■ **ASSIGNED TASK**
Below are the records. State how many of their lines contain "Зелёная", with nothing else.

■ **SUPPLIED RECORDS**
====================

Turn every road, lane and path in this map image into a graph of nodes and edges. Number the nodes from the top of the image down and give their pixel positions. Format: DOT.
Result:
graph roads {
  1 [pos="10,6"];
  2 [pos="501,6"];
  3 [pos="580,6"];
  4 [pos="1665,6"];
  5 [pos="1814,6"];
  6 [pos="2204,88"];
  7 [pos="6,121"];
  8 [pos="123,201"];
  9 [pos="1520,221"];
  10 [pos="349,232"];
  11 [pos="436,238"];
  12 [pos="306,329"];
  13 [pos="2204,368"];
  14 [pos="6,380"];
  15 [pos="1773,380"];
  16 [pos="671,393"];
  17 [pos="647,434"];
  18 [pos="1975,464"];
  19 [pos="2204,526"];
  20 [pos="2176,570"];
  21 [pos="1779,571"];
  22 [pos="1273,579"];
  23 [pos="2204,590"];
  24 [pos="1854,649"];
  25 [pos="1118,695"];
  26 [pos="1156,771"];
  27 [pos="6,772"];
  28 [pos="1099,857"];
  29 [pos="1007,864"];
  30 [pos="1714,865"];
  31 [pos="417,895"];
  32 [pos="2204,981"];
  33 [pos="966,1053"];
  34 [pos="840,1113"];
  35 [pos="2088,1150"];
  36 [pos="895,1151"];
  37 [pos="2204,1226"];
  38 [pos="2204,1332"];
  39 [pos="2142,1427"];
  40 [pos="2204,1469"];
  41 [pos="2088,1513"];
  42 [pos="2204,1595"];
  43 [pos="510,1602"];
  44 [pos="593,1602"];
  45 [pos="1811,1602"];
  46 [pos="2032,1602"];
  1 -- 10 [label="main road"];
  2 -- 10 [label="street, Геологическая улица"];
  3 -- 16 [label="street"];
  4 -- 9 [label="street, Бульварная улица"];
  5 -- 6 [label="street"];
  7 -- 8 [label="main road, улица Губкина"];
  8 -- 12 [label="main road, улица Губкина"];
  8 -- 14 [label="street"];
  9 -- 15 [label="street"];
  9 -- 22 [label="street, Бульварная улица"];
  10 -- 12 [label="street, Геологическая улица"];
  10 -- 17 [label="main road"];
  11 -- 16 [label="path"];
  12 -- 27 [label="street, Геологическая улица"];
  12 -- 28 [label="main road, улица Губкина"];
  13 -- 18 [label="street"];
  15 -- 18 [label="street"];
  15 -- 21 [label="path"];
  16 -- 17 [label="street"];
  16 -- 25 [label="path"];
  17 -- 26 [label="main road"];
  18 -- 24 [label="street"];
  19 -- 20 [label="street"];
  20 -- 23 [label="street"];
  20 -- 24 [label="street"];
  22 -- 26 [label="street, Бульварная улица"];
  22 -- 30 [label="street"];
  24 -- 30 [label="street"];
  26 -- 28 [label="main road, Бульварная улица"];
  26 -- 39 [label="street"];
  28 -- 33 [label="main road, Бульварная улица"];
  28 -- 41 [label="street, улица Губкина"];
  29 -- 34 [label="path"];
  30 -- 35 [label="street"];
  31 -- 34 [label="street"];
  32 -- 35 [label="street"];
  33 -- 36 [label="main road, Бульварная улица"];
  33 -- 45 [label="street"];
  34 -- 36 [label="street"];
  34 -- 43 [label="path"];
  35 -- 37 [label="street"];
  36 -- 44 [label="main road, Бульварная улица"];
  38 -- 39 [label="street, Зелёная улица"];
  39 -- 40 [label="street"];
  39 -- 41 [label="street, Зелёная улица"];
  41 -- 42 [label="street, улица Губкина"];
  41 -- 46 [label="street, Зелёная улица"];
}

====================

■ **RESPONSE**
3